ABOUT THIS TASK: Return the listing below exactly as it stands. Pictures stay out.

___ AVAILABLE DATA ___

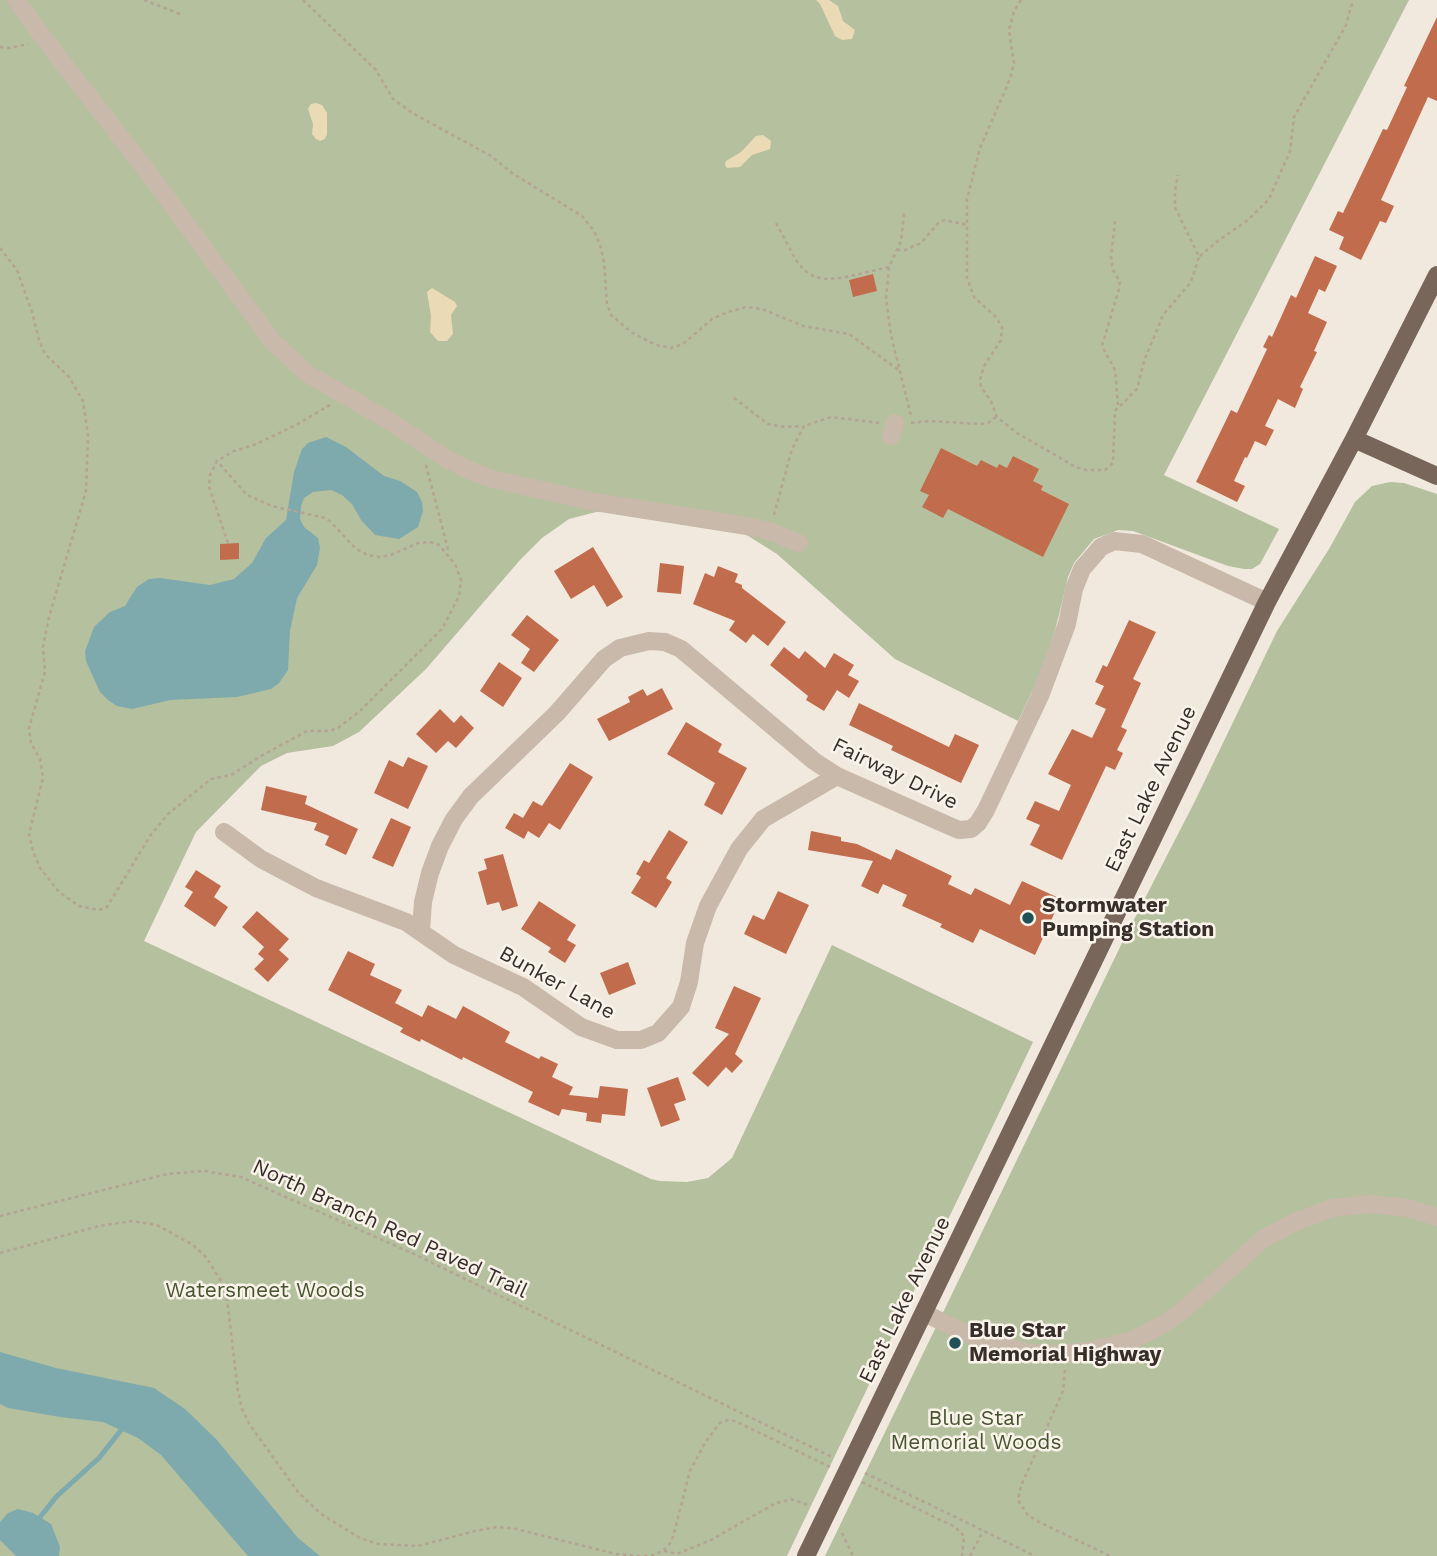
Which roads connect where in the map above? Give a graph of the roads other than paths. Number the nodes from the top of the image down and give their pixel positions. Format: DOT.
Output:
graph roads {
  1 [pos="16,0"];
  2 [pos="1437,275"];
  3 [pos="1354,439"];
  4 [pos="1437,477"];
  5 [pos="799,543"];
  6 [pos="1267,602"];
  7 [pos="837,776"];
  8 [pos="224,832"];
  9 [pos="421,930"];
  10 [pos="1437,1217"];
  11 [pos="924,1312"];
  12 [pos="806,1556"];
  1 -- 5 [label="street"];
  2 -- 3 [label="main road, East Lake Avenue"];
  3 -- 4 [label="main road"];
  3 -- 6 [label="main road, East Lake Avenue"];
  6 -- 7 [label="street, Fairway Drive"];
  6 -- 11 [label="main road, East Lake Avenue"];
  7 -- 9 [label="street, Bunker Lane"];
  7 -- 9 [label="street, Fairway Drive"];
  8 -- 9 [label="street, Bunker Lane"];
  10 -- 11 [label="street"];
  11 -- 12 [label="main road, East Lake Avenue"];
}
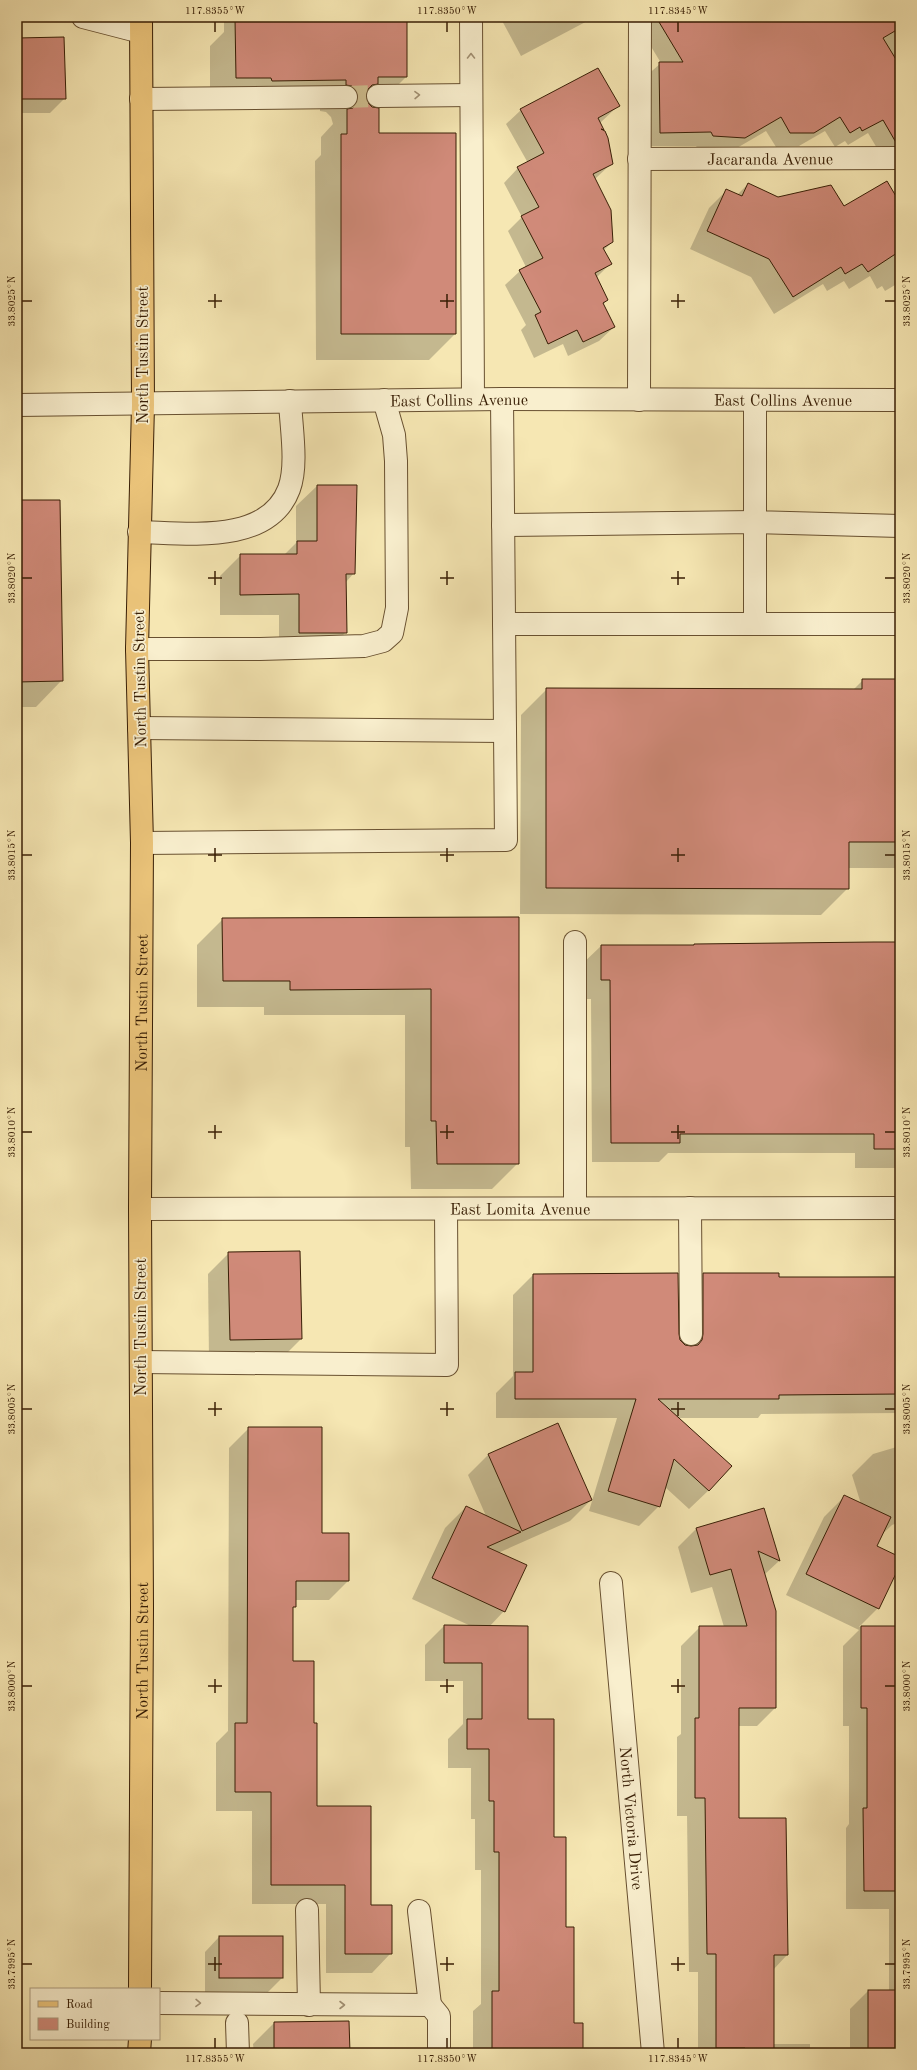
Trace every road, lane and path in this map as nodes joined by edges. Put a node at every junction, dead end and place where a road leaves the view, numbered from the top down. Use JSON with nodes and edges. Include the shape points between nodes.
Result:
{"nodes":[{"id":1,"x":83,"y":17,"type":"edge"},
{"id":2,"x":471,"y":17,"type":"edge"},
{"id":3,"x":640,"y":17,"type":"edge"},
{"id":4,"x":141,"y":24,"type":"edge"},
{"id":5,"x":471,"y":95,"type":"junction"},
{"id":6,"x":346,"y":96,"type":"tunnel mouth"},
{"id":7,"x":378,"y":96,"type":"tunnel mouth"},
{"id":8,"x":142,"y":99,"type":"junction"},
{"id":9,"x":900,"y":158,"type":"edge"},
{"id":10,"x":639,"y":159,"type":"junction"},
{"id":11,"x":473,"y":399,"type":"junction"},
{"id":12,"x":502,"y":399,"type":"junction"},
{"id":13,"x":384,"y":400,"type":"junction"},
{"id":14,"x":639,"y":400,"type":"junction"},
{"id":15,"x":755,"y":400,"type":"junction"},
{"id":16,"x":900,"y":400,"type":"edge"},
{"id":17,"x":290,"y":401,"type":"junction"},
{"id":18,"x":17,"y":405,"type":"edge"},
{"id":19,"x":143,"y":405,"type":"junction"},
{"id":20,"x":755,"y":522,"type":"junction"},
{"id":21,"x":503,"y":525,"type":"junction"},
{"id":22,"x":900,"y":526,"type":"edge"},
{"id":23,"x":139,"y":532,"type":"junction"},
{"id":24,"x":755,"y":623,"type":"junction"},
{"id":25,"x":504,"y":624,"type":"junction"},
{"id":26,"x":900,"y":624,"type":"edge"},
{"id":27,"x":137,"y":649,"type":"junction"},
{"id":28,"x":139,"y":728,"type":"junction"},
{"id":29,"x":505,"y":731,"type":"junction"},
{"id":30,"x":142,"y":843,"type":"junction"},
{"id":31,"x":575,"y":942,"type":"dead end"},
{"id":32,"x":446,"y":1208,"type":"junction"},
{"id":33,"x":575,"y":1208,"type":"junction"},
{"id":34,"x":690,"y":1208,"type":"junction"},
{"id":35,"x":900,"y":1208,"type":"edge"},
{"id":36,"x":140,"y":1209,"type":"junction"},
{"id":37,"x":691,"y":1334,"type":"dead end"},
{"id":38,"x":140,"y":1362,"type":"junction"},
{"id":39,"x":611,"y":1583,"type":"dead end"},
{"id":40,"x":307,"y":1910,"type":"dead end"},
{"id":41,"x":419,"y":1911,"type":"dead end"},
{"id":42,"x":140,"y":1988,"type":"edge"},
{"id":43,"x":160,"y":2003,"type":"edge"},
{"id":44,"x":308,"y":2005,"type":"junction"},
{"id":45,"x":434,"y":2011,"type":"junction"},
{"id":46,"x":237,"y":2023,"type":"dead end"},
{"id":47,"x":140,"y":2040,"type":"edge"},
{"id":48,"x":140,"y":2053,"type":"edge"},
{"id":49,"x":238,"y":2053,"type":"edge"},
{"id":50,"x":439,"y":2053,"type":"edge"},
{"id":51,"x":653,"y":2053,"type":"edge"}],
"edges":[{"from":1,"to":4,"type":"street"},
{"from":5,"to":2,"type":"street","one_way":true},
{"from":3,"to":10,"type":"street"},
{"from":4,"to":8,"type":"main road","name":"North Tustin Street"},
{"from":7,"to":5,"type":"street","one_way":true},
{"from":5,"to":11,"type":"street"},
{"from":6,"to":8,"type":"street"},
{"from":8,"to":19,"type":"main road","name":"North Tustin Street"},
{"from":9,"to":10,"type":"street","name":"Jacaranda Avenue"},
{"from":10,"to":14,"type":"street"},
{"from":11,"to":12,"type":"street","name":"East Collins Avenue"},
{"from":11,"to":13,"type":"street","name":"East Collins Avenue"},
{"from":12,"to":14,"type":"street","name":"East Collins Avenue"},
{"from":12,"to":21,"type":"street"},
{"from":13,"to":17,"type":"street","name":"East Collins Avenue"},
{"from":13,"to":27,"type":"street","via":[[394,435],[396,461],[397,608],[392,633],[383,641],[364,646]]},
{"from":14,"to":15,"type":"street","name":"East Collins Avenue"},
{"from":15,"to":16,"type":"street","name":"East Collins Avenue"},
{"from":15,"to":20,"type":"street"},
{"from":17,"to":19,"type":"street","name":"East Collins Avenue"},
{"from":17,"to":23,"type":"street","via":[[293,465],[290,488],[280,507],[262,521],[240,529],[217,533]]},
{"from":18,"to":19,"type":"street","name":"East Collins Avenue"},
{"from":19,"to":23,"type":"main road","name":"North Tustin Street"},
{"from":20,"to":21,"type":"street"},
{"from":20,"to":22,"type":"street"},
{"from":20,"to":24,"type":"street"},
{"from":21,"to":25,"type":"street"},
{"from":23,"to":27,"type":"main road","name":"North Tustin Street"},
{"from":24,"to":25,"type":"street"},
{"from":24,"to":26,"type":"street"},
{"from":25,"to":29,"type":"street"},
{"from":27,"to":28,"type":"main road","name":"North Tustin Street"},
{"from":28,"to":29,"type":"street"},
{"from":28,"to":30,"type":"main road","name":"North Tustin Street"},
{"from":29,"to":30,"type":"street","via":[[506,840]]},
{"from":30,"to":36,"type":"main road","name":"North Tustin Street"},
{"from":31,"to":33,"type":"street"},
{"from":32,"to":33,"type":"street","name":"East Lomita Avenue"},
{"from":32,"to":36,"type":"street","name":"East Lomita Avenue"},
{"from":32,"to":38,"type":"street","via":[[447,1365]]},
{"from":33,"to":34,"type":"street","name":"East Lomita Avenue"},
{"from":34,"to":35,"type":"street","name":"East Lomita Avenue"},
{"from":34,"to":37,"type":"street"},
{"from":36,"to":38,"type":"main road","name":"North Tustin Street"},
{"from":38,"to":42,"type":"main road","name":"North Tustin Street"},
{"from":39,"to":51,"type":"street","name":"North Victoria Drive"},
{"from":40,"to":44,"type":"street"},
{"from":41,"to":45,"type":"street"},
{"from":43,"to":44,"type":"street","one_way":true},
{"from":44,"to":45,"type":"street","one_way":true},
{"from":45,"to":50,"type":"street"},
{"from":46,"to":49,"type":"street"},
{"from":47,"to":48,"type":"main road"}]}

___

RESULT FOR THIS TASK:
Which roads connect where in the map above? Give a graph of the roads other than paths. Number the nodes from the top of the image down and give their pixel positions. Format: DOT.
Output:
graph roads {
  1 [pos="16,0"];
  2 [pos="1437,275"];
  3 [pos="1354,439"];
  4 [pos="1437,477"];
  5 [pos="799,543"];
  6 [pos="1267,602"];
  7 [pos="837,776"];
  8 [pos="224,832"];
  9 [pos="421,930"];
  10 [pos="1437,1217"];
  11 [pos="924,1312"];
  12 [pos="806,1556"];
  1 -- 5 [label="street"];
  2 -- 3 [label="main road, East Lake Avenue"];
  3 -- 4 [label="main road"];
  3 -- 6 [label="main road, East Lake Avenue"];
  6 -- 7 [label="street, Fairway Drive"];
  6 -- 11 [label="main road, East Lake Avenue"];
  7 -- 9 [label="street, Bunker Lane"];
  7 -- 9 [label="street, Fairway Drive"];
  8 -- 9 [label="street, Bunker Lane"];
  10 -- 11 [label="street"];
  11 -- 12 [label="main road, East Lake Avenue"];
}
Trace every road, lane and path in this map as nodes joined by edges. Put a node at every junction, dead end and place where a road leaves the view, numbered from the top down. Use JSON with nodes and edges. Include the shape points between nodes.
Result:
{"nodes":[{"id":1,"x":83,"y":17,"type":"edge"},
{"id":2,"x":471,"y":17,"type":"edge"},
{"id":3,"x":640,"y":17,"type":"edge"},
{"id":4,"x":141,"y":24,"type":"edge"},
{"id":5,"x":471,"y":95,"type":"junction"},
{"id":6,"x":346,"y":96,"type":"tunnel mouth"},
{"id":7,"x":378,"y":96,"type":"tunnel mouth"},
{"id":8,"x":142,"y":99,"type":"junction"},
{"id":9,"x":900,"y":158,"type":"edge"},
{"id":10,"x":639,"y":159,"type":"junction"},
{"id":11,"x":473,"y":399,"type":"junction"},
{"id":12,"x":502,"y":399,"type":"junction"},
{"id":13,"x":384,"y":400,"type":"junction"},
{"id":14,"x":639,"y":400,"type":"junction"},
{"id":15,"x":755,"y":400,"type":"junction"},
{"id":16,"x":900,"y":400,"type":"edge"},
{"id":17,"x":290,"y":401,"type":"junction"},
{"id":18,"x":17,"y":405,"type":"edge"},
{"id":19,"x":143,"y":405,"type":"junction"},
{"id":20,"x":755,"y":522,"type":"junction"},
{"id":21,"x":503,"y":525,"type":"junction"},
{"id":22,"x":900,"y":526,"type":"edge"},
{"id":23,"x":139,"y":532,"type":"junction"},
{"id":24,"x":755,"y":623,"type":"junction"},
{"id":25,"x":504,"y":624,"type":"junction"},
{"id":26,"x":900,"y":624,"type":"edge"},
{"id":27,"x":137,"y":649,"type":"junction"},
{"id":28,"x":139,"y":728,"type":"junction"},
{"id":29,"x":505,"y":731,"type":"junction"},
{"id":30,"x":142,"y":843,"type":"junction"},
{"id":31,"x":575,"y":942,"type":"dead end"},
{"id":32,"x":446,"y":1208,"type":"junction"},
{"id":33,"x":575,"y":1208,"type":"junction"},
{"id":34,"x":690,"y":1208,"type":"junction"},
{"id":35,"x":900,"y":1208,"type":"edge"},
{"id":36,"x":140,"y":1209,"type":"junction"},
{"id":37,"x":691,"y":1334,"type":"dead end"},
{"id":38,"x":140,"y":1362,"type":"junction"},
{"id":39,"x":611,"y":1583,"type":"dead end"},
{"id":40,"x":307,"y":1910,"type":"dead end"},
{"id":41,"x":419,"y":1911,"type":"dead end"},
{"id":42,"x":140,"y":1988,"type":"edge"},
{"id":43,"x":160,"y":2003,"type":"edge"},
{"id":44,"x":308,"y":2005,"type":"junction"},
{"id":45,"x":434,"y":2011,"type":"junction"},
{"id":46,"x":237,"y":2023,"type":"dead end"},
{"id":47,"x":140,"y":2040,"type":"edge"},
{"id":48,"x":140,"y":2053,"type":"edge"},
{"id":49,"x":238,"y":2053,"type":"edge"},
{"id":50,"x":439,"y":2053,"type":"edge"},
{"id":51,"x":653,"y":2053,"type":"edge"}],
"edges":[{"from":1,"to":4,"type":"street"},
{"from":5,"to":2,"type":"street","one_way":true},
{"from":3,"to":10,"type":"street"},
{"from":4,"to":8,"type":"main road","name":"North Tustin Street"},
{"from":7,"to":5,"type":"street","one_way":true},
{"from":5,"to":11,"type":"street"},
{"from":6,"to":8,"type":"street"},
{"from":8,"to":19,"type":"main road","name":"North Tustin Street"},
{"from":9,"to":10,"type":"street","name":"Jacaranda Avenue"},
{"from":10,"to":14,"type":"street"},
{"from":11,"to":12,"type":"street","name":"East Collins Avenue"},
{"from":11,"to":13,"type":"street","name":"East Collins Avenue"},
{"from":12,"to":14,"type":"street","name":"East Collins Avenue"},
{"from":12,"to":21,"type":"street"},
{"from":13,"to":17,"type":"street","name":"East Collins Avenue"},
{"from":13,"to":27,"type":"street","via":[[394,435],[396,461],[397,608],[392,633],[383,641],[364,646]]},
{"from":14,"to":15,"type":"street","name":"East Collins Avenue"},
{"from":15,"to":16,"type":"street","name":"East Collins Avenue"},
{"from":15,"to":20,"type":"street"},
{"from":17,"to":19,"type":"street","name":"East Collins Avenue"},
{"from":17,"to":23,"type":"street","via":[[293,465],[290,488],[280,507],[262,521],[240,529],[217,533]]},
{"from":18,"to":19,"type":"street","name":"East Collins Avenue"},
{"from":19,"to":23,"type":"main road","name":"North Tustin Street"},
{"from":20,"to":21,"type":"street"},
{"from":20,"to":22,"type":"street"},
{"from":20,"to":24,"type":"street"},
{"from":21,"to":25,"type":"street"},
{"from":23,"to":27,"type":"main road","name":"North Tustin Street"},
{"from":24,"to":25,"type":"street"},
{"from":24,"to":26,"type":"street"},
{"from":25,"to":29,"type":"street"},
{"from":27,"to":28,"type":"main road","name":"North Tustin Street"},
{"from":28,"to":29,"type":"street"},
{"from":28,"to":30,"type":"main road","name":"North Tustin Street"},
{"from":29,"to":30,"type":"street","via":[[506,840]]},
{"from":30,"to":36,"type":"main road","name":"North Tustin Street"},
{"from":31,"to":33,"type":"street"},
{"from":32,"to":33,"type":"street","name":"East Lomita Avenue"},
{"from":32,"to":36,"type":"street","name":"East Lomita Avenue"},
{"from":32,"to":38,"type":"street","via":[[447,1365]]},
{"from":33,"to":34,"type":"street","name":"East Lomita Avenue"},
{"from":34,"to":35,"type":"street","name":"East Lomita Avenue"},
{"from":34,"to":37,"type":"street"},
{"from":36,"to":38,"type":"main road","name":"North Tustin Street"},
{"from":38,"to":42,"type":"main road","name":"North Tustin Street"},
{"from":39,"to":51,"type":"street","name":"North Victoria Drive"},
{"from":40,"to":44,"type":"street"},
{"from":41,"to":45,"type":"street"},
{"from":43,"to":44,"type":"street","one_way":true},
{"from":44,"to":45,"type":"street","one_way":true},
{"from":45,"to":50,"type":"street"},
{"from":46,"to":49,"type":"street"},
{"from":47,"to":48,"type":"main road"}]}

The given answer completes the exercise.